One of my favourite family pictures is that of my father astride a black stallion with me as a young child, sitting with him. The picture was taken during a visit to a hill station. What is very evident from the photograph is my adoring face looking up at my father from layers of jackets and blankets packed around me.
My father’s active role in nurturing has so conditioned my thoughts that it has become a yardstick for me to measure male acquaintances.
Today, men are constantly being encouraged to play a more active role in parenting, one that involves nurture. And there are many socio-economic factors responsible for this, one of the most significant being the changing composition of the traditional family.
In nuclear families with working couples among the middle class, gender roles of the male breadwinner and the female caregiver are to an extent coalescing. In several cases, women are emerging as primary financial providers as well. And the work situation demands that fathers be more “pro-active” in parenting.
It is not an uncommon sight to see fathers fit in activities like the school run, homework help or a visit to the child’s doctor into their work schedule. Even the bedtime bath and story routine has come within the purview of their gaze!
And the trend is visible among young professionals in metros at least – many men have shown a sense of relief at moving away from the role of sole protector and breadwinner.
He has no problems taking care of home and children while his wife looks after the bread and butter. He is happy with his research while she meets all the family commitments through her job as a business executive.
The fact that both the parents have a vital role to play in the nurture of the child, is becoming more evident. The notion of nurture is vast: ranging from a young father who is as adept as the mother in changing nappies and making her burp, to one who realises that he will be her yardstick for many experiences later in life.
The Expectant Dad
What happens when the world realises that you are going to become a father?
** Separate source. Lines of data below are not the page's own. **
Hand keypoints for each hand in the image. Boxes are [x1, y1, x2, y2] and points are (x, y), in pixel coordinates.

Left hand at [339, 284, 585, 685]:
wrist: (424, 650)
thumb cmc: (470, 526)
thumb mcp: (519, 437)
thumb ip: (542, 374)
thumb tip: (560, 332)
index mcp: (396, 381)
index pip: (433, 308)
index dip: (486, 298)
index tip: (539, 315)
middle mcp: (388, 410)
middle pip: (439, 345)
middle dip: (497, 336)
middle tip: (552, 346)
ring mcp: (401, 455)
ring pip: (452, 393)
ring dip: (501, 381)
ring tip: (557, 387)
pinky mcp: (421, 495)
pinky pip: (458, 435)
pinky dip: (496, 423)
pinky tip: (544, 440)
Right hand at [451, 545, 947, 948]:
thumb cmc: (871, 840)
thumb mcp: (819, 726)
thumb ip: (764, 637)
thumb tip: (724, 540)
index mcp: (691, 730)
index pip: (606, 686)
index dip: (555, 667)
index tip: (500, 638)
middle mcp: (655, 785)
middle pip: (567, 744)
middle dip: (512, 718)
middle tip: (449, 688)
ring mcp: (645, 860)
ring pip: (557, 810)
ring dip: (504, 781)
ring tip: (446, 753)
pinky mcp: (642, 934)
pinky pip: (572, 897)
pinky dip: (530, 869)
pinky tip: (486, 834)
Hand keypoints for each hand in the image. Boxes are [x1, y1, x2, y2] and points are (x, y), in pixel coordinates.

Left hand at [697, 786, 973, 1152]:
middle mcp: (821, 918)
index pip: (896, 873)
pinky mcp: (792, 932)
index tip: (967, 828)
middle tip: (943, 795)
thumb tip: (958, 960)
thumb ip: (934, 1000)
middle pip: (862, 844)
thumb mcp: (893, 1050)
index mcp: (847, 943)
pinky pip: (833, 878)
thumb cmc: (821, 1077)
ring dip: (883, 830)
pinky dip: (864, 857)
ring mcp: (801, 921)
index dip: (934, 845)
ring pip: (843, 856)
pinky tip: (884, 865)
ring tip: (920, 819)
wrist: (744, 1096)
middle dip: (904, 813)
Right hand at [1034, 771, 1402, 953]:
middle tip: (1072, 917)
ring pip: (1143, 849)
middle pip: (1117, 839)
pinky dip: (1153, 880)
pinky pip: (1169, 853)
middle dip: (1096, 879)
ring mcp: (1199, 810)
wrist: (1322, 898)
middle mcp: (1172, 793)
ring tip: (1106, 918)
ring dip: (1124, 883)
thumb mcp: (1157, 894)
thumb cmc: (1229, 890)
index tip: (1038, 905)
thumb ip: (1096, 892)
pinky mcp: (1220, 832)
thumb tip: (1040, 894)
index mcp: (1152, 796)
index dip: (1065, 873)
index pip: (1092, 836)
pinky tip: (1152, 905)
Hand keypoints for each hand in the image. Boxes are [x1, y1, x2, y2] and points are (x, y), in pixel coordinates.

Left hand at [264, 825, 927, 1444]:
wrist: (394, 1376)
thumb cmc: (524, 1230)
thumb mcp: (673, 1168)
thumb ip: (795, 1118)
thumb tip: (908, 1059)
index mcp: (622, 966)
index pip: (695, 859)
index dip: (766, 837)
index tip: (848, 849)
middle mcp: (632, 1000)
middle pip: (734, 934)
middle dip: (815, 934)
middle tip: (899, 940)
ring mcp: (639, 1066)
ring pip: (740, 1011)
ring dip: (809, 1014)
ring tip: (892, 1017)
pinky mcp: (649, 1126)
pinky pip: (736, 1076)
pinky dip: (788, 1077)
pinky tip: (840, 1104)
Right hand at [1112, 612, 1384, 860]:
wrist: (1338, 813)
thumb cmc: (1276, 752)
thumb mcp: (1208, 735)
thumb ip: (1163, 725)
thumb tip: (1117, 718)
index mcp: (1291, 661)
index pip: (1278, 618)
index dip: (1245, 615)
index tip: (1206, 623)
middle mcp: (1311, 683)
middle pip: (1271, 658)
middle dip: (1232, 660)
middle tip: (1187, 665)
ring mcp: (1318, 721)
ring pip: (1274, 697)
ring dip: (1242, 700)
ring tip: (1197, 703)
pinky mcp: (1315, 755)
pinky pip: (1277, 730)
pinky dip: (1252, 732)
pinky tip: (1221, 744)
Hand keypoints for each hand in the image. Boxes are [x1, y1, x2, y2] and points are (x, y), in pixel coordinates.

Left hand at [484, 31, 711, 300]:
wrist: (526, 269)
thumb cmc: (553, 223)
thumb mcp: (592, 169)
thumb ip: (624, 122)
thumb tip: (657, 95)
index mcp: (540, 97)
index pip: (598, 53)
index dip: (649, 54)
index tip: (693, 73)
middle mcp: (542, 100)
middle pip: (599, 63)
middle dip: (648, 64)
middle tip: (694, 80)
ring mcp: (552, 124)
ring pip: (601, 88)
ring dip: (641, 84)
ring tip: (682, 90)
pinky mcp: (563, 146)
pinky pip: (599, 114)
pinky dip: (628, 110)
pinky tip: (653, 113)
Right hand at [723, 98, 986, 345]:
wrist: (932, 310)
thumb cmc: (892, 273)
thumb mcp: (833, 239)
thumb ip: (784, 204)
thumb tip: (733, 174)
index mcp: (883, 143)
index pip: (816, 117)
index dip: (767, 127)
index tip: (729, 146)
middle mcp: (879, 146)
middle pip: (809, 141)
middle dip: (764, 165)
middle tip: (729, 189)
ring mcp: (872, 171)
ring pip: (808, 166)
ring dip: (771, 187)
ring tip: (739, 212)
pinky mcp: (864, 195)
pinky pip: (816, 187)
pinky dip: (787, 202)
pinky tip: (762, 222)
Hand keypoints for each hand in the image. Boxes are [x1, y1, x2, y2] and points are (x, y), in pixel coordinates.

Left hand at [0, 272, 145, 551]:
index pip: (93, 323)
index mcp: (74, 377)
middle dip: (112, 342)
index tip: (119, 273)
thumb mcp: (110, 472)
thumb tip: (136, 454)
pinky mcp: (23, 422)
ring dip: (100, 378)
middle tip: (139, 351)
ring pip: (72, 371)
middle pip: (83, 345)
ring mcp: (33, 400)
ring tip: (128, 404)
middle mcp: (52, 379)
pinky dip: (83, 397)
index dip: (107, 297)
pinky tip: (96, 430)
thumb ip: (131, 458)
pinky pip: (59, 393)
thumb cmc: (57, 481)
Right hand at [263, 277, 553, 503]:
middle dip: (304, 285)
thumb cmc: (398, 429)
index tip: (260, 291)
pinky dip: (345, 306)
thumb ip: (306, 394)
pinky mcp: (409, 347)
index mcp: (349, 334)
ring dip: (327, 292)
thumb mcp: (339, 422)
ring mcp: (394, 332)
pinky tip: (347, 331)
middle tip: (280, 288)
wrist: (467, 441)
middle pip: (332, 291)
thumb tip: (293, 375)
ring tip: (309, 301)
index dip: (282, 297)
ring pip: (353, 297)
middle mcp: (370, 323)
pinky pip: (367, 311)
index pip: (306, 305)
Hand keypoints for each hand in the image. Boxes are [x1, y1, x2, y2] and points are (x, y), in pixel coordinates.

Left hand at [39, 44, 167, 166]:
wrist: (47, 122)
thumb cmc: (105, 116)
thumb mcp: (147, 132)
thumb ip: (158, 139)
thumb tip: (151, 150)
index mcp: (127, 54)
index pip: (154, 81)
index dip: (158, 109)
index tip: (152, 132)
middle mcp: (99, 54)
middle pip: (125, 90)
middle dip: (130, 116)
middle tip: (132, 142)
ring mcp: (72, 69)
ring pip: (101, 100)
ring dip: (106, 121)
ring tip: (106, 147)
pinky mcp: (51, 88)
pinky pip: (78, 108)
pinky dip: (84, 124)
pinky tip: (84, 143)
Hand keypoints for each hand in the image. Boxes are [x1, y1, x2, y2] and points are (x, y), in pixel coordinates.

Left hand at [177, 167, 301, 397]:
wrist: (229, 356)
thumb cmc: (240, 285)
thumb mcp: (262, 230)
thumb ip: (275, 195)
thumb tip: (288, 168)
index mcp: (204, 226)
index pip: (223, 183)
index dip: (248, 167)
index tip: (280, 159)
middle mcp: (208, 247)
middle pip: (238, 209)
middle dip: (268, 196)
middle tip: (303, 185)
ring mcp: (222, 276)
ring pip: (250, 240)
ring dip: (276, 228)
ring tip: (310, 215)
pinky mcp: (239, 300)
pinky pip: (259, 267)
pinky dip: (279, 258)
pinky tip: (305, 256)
Many men find that once the initial excitement has worn off, people will stop asking you how you feel. It is, therefore, important to talk about your feelings, especially to your partner, and to get involved straightaway in the pregnancy and birth plans.
At this time, the feeling of being an outsider will not be helped by the way people treat you: well-meaning female friends and relatives may unconsciously push you out of what they perceive as their territory.
Don’t just step back at this time but become involved. Talk to your own friends and colleagues and though you may be teased, you may find other fathers keen to share their experiences with you.
Try to find out as much as you can to understand the changes taking place in your partner’s body. Talk candidly about sex with your partner so that it does not become an issue later on.
While discussing the delivery plans with your partner, try not to impose your views. If she feels strongly about certain issues like trying for a drug-free labour, respect her wishes if there are no complications involved.
If you wish to witness the birth of your baby, say so, but remember to take your smelling salts if you are the kind to feel queasy, the moving experience withstanding.
Fatherhood is an experience that is not talked about much. So, talking to other “expectant” fathers at the antenatal classes that you may want to attend with your partner, will be a welcome departure.
Young fathers today can be seen boning up as much on the latest authoritative tract on pregnancy and parenting as on management principles.
The more you understand about what’s going on during pregnancy, the more accessible the experience will be for you. For, it will enable you to accompany your partner on the physiological and emotional journey that she is undergoing. Nuture starts with understanding and empathy. More and more fathers are becoming aware of it today.